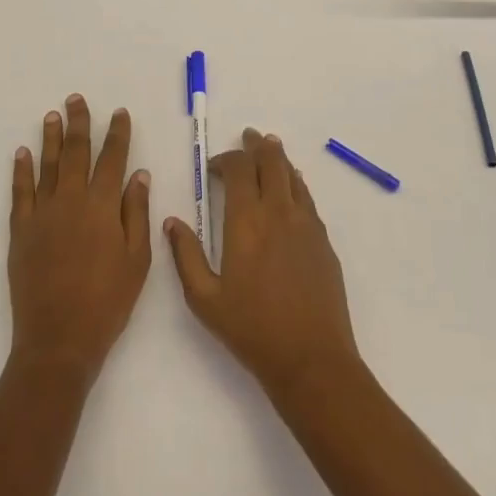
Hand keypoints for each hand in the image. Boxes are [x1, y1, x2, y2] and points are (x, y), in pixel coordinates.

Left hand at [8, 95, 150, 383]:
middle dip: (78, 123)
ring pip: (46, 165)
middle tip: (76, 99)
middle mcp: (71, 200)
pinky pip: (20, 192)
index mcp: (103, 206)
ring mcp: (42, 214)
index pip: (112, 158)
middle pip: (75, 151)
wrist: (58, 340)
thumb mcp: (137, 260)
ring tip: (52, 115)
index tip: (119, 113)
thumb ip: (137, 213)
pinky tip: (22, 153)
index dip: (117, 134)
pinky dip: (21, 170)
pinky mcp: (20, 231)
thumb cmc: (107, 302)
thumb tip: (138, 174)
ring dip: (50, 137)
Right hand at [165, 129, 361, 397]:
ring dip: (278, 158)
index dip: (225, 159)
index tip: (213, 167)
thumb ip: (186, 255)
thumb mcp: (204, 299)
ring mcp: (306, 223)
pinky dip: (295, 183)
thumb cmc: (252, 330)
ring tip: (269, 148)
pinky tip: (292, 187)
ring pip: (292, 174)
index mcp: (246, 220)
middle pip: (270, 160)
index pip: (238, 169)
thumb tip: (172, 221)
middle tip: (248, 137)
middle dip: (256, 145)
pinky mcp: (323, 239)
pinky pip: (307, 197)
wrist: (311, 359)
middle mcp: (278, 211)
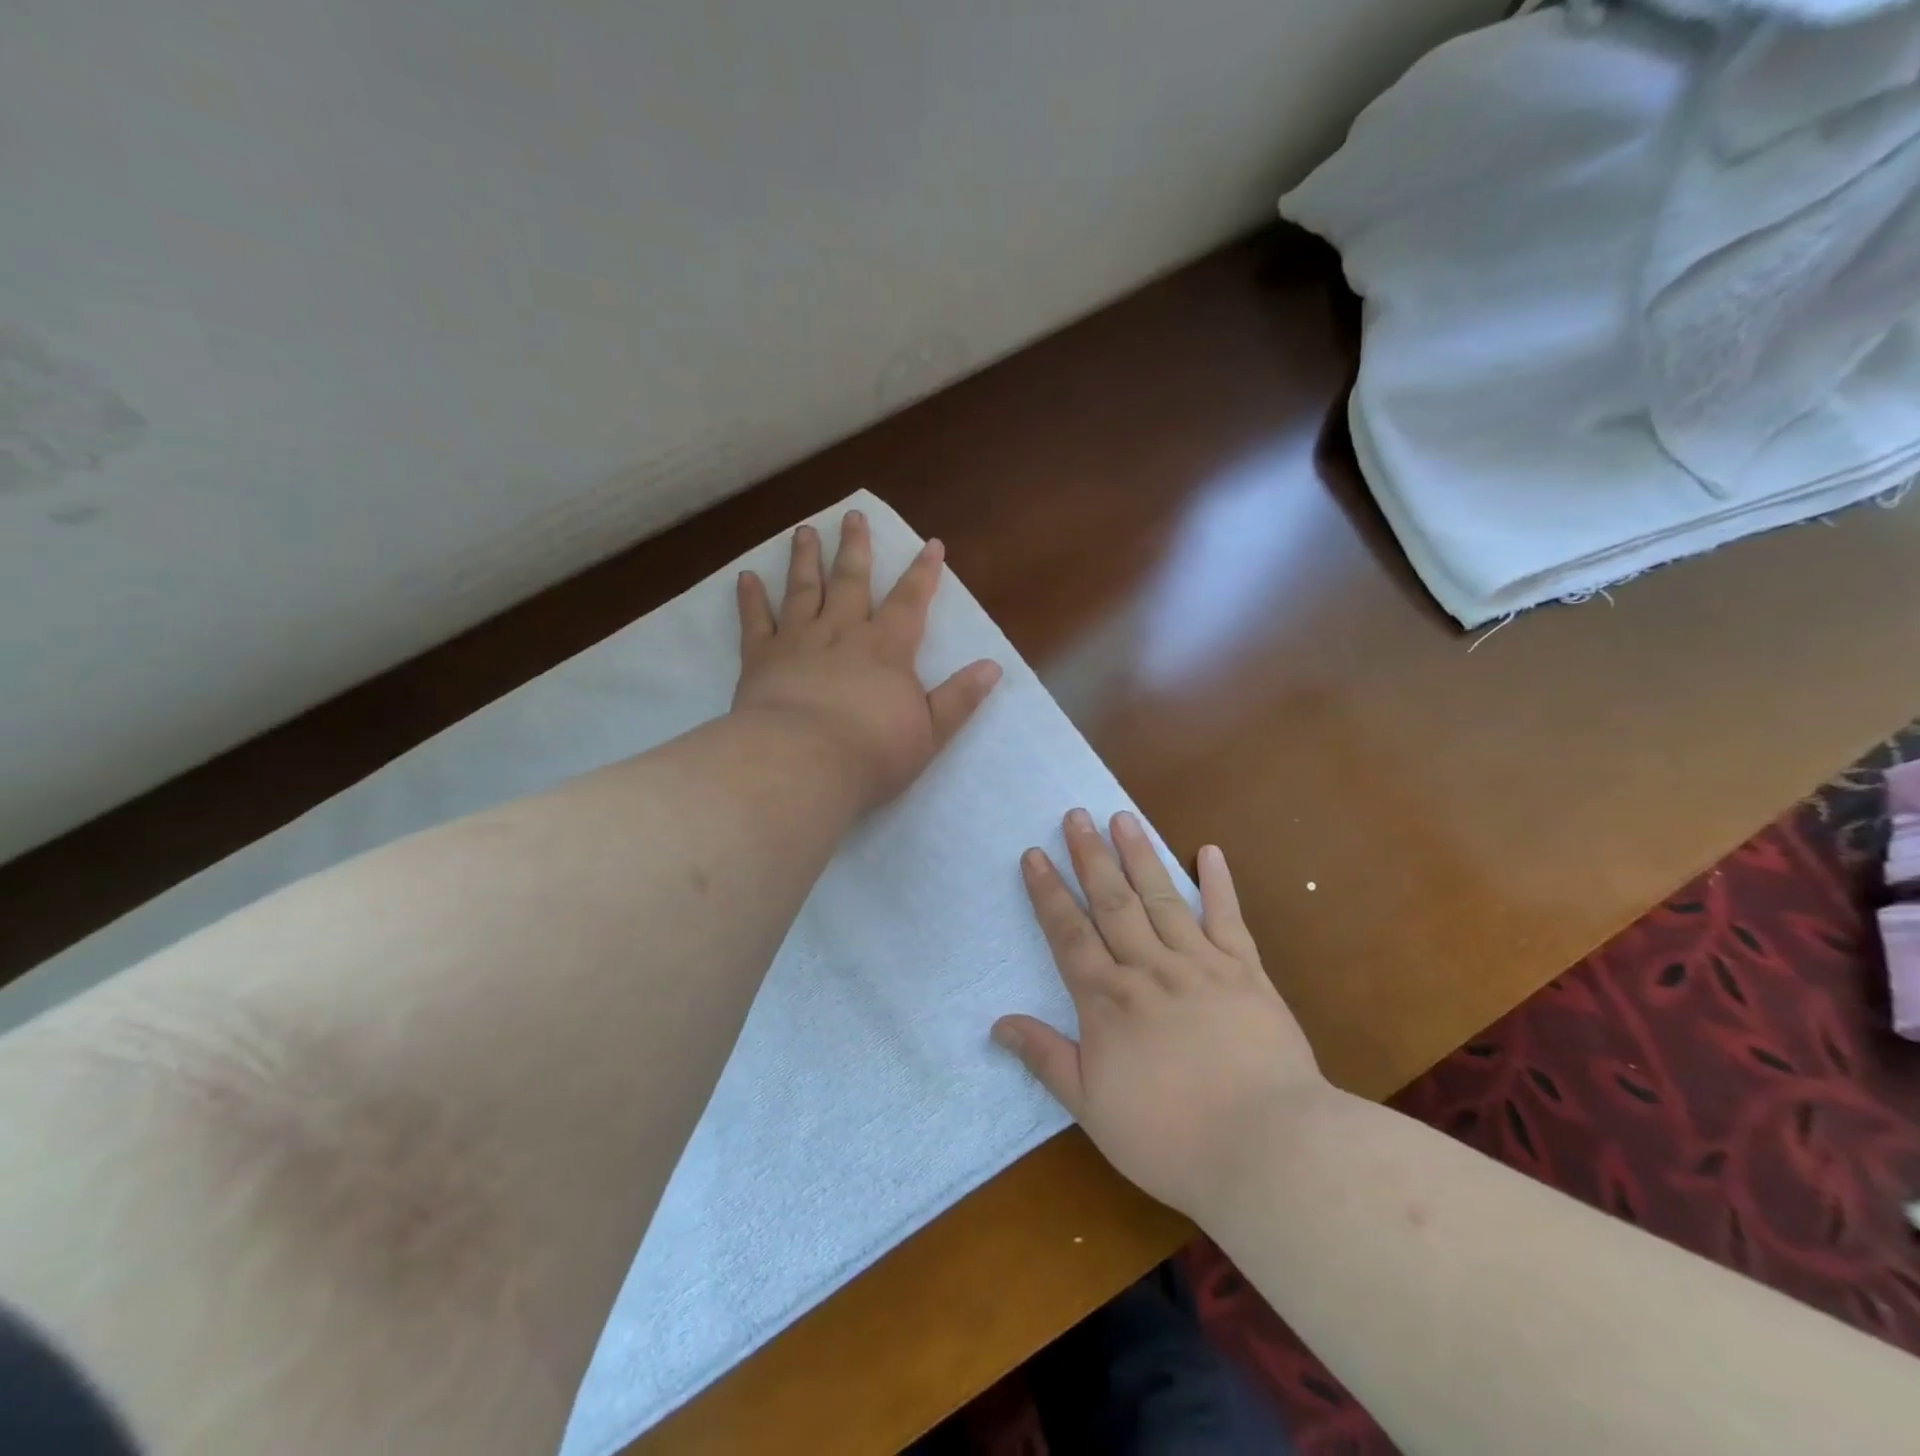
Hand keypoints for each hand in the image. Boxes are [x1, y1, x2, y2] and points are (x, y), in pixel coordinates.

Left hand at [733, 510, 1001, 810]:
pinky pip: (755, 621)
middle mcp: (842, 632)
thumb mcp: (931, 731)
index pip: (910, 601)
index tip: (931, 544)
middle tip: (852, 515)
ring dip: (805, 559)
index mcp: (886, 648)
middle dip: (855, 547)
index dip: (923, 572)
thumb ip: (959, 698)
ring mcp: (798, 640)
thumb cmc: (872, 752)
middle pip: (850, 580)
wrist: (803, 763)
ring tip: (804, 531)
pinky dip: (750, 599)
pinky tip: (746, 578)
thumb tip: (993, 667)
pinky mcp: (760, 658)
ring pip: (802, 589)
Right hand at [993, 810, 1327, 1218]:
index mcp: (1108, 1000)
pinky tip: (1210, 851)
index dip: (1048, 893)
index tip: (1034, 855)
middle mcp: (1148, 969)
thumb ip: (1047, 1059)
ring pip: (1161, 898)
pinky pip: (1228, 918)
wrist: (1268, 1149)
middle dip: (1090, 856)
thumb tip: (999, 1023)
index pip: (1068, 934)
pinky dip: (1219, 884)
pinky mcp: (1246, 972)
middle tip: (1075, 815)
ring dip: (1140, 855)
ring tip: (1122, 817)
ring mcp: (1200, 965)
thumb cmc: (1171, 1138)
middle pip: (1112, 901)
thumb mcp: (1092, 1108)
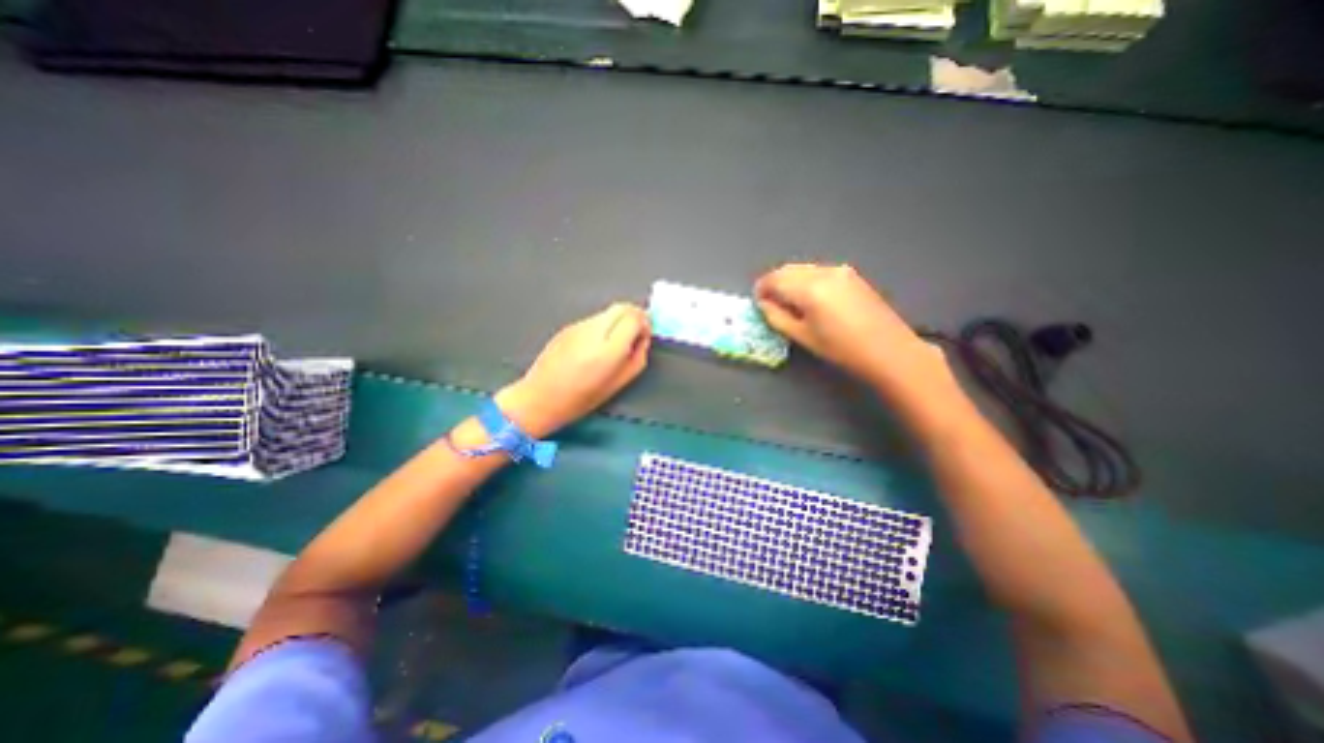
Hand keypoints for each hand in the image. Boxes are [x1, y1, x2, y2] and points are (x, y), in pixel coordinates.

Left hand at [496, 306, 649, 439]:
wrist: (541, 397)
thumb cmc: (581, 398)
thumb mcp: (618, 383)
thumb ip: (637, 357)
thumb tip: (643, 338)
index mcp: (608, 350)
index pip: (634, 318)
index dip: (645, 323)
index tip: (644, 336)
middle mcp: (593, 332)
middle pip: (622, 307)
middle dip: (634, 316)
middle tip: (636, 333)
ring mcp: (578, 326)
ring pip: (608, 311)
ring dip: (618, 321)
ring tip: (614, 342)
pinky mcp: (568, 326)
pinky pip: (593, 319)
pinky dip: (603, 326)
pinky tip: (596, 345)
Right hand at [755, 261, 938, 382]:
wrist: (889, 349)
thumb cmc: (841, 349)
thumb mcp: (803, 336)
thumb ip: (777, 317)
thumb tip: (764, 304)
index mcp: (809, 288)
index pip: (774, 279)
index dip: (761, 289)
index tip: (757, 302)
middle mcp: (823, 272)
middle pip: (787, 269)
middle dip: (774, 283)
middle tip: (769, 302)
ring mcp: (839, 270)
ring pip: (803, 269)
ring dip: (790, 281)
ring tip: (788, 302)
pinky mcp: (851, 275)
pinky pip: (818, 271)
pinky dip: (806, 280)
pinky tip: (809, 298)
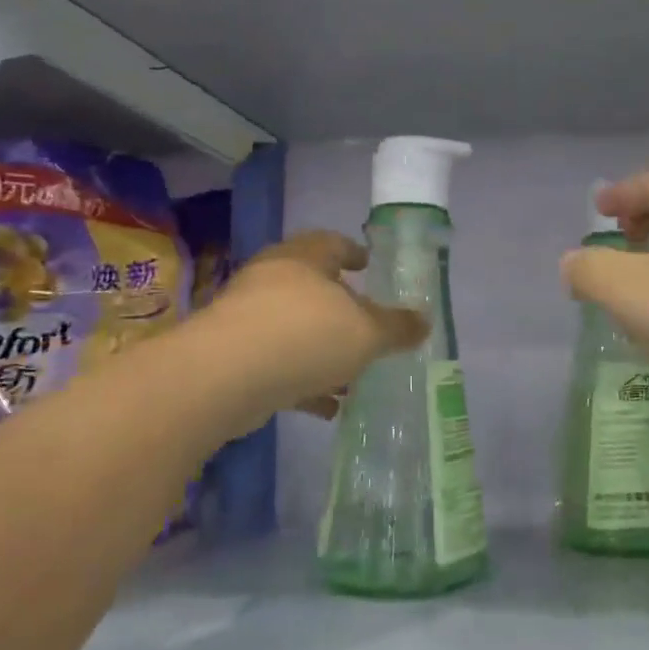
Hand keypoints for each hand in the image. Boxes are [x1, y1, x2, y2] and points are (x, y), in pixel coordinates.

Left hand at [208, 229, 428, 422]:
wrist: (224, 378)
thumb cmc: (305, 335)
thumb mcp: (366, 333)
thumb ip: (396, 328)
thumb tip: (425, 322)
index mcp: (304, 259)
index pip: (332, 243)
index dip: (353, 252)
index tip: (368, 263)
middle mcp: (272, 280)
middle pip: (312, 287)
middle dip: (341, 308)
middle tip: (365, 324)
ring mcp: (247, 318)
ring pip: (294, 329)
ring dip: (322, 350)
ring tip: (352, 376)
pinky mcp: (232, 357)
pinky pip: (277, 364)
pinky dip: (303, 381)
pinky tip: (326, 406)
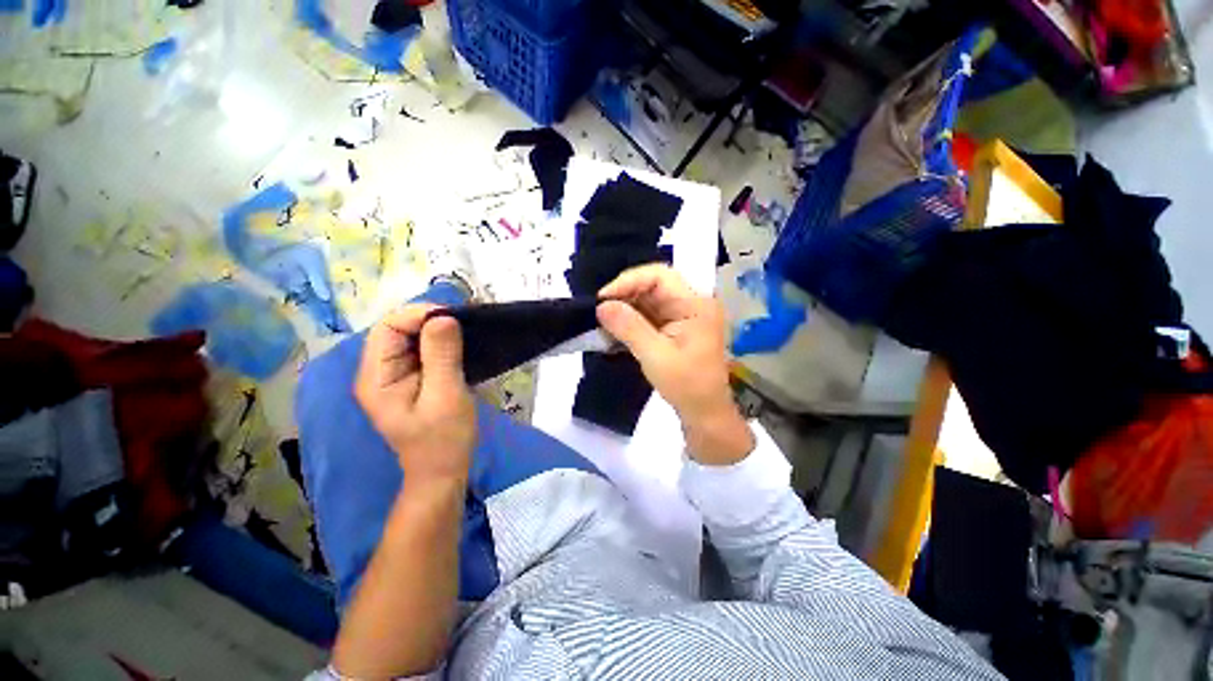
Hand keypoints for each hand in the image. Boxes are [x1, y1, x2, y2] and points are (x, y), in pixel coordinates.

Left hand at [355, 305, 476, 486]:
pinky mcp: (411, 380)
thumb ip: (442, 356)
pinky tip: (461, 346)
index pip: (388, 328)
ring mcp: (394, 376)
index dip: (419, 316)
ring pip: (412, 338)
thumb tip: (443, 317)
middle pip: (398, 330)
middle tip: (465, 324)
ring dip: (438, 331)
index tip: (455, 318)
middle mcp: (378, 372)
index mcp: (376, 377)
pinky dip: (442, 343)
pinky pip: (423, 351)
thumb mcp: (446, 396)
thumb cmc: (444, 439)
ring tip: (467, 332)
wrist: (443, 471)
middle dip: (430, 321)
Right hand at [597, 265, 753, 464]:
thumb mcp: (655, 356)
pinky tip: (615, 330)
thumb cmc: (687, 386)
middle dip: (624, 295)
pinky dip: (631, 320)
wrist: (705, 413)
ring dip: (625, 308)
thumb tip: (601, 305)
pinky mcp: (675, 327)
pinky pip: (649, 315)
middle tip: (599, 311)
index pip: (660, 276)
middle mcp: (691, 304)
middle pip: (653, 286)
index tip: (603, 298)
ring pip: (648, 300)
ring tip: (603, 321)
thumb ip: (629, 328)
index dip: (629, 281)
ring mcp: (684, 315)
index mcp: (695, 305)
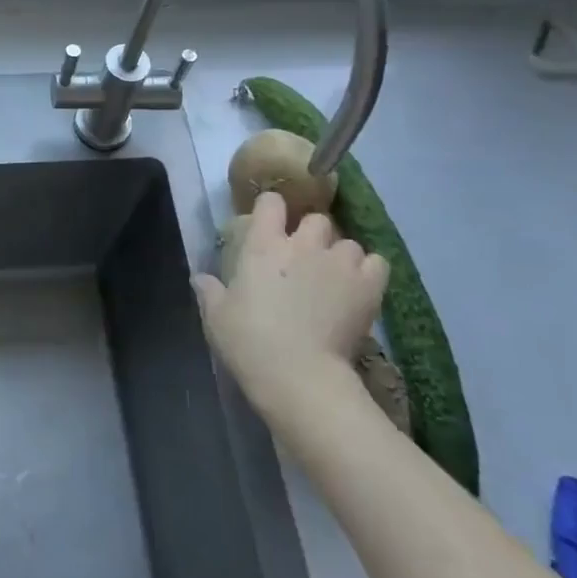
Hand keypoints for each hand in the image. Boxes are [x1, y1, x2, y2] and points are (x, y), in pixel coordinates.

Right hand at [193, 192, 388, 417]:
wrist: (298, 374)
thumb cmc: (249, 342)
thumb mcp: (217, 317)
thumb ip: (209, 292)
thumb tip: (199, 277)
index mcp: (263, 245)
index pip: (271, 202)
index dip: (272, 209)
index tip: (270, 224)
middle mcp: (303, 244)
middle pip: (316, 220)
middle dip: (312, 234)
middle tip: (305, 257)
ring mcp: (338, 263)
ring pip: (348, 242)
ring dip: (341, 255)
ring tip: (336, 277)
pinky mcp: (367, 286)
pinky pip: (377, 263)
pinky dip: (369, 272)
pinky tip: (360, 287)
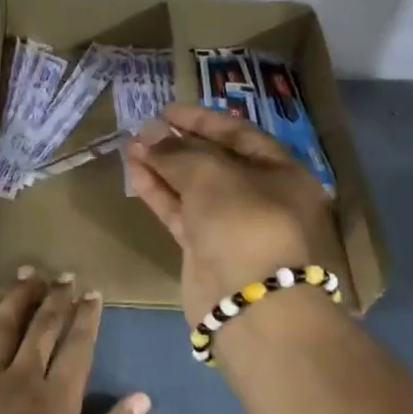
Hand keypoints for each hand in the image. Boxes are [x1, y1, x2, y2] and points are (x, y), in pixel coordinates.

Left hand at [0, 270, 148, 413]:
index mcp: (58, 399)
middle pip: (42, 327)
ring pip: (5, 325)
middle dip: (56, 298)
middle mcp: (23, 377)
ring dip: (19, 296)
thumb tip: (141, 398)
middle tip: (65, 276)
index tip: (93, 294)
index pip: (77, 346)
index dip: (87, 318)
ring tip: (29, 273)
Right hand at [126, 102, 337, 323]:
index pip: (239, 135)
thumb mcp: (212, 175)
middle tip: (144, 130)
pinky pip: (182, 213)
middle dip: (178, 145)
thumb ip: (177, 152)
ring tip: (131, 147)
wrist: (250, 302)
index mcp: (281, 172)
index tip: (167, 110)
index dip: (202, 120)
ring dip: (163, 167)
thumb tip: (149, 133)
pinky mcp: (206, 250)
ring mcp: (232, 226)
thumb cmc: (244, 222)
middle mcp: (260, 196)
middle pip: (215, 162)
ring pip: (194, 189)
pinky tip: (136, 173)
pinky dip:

▶ _EXERCISE PROMPT_
Look through the material above for the string "wrist" and copy each line that has it.

▶ _WORKED SOLUTION_
wrist: (58, 340)
wrist: (311, 359)
wrist: (803, 763)
wrist: (1268, 1149)
wrist: (541, 397)
wrist: (889, 349)
wrist: (224, 378)
wrist: (443, 471)
wrist: (705, 413)
wrist: (298, 374)
wrist: (250, 302)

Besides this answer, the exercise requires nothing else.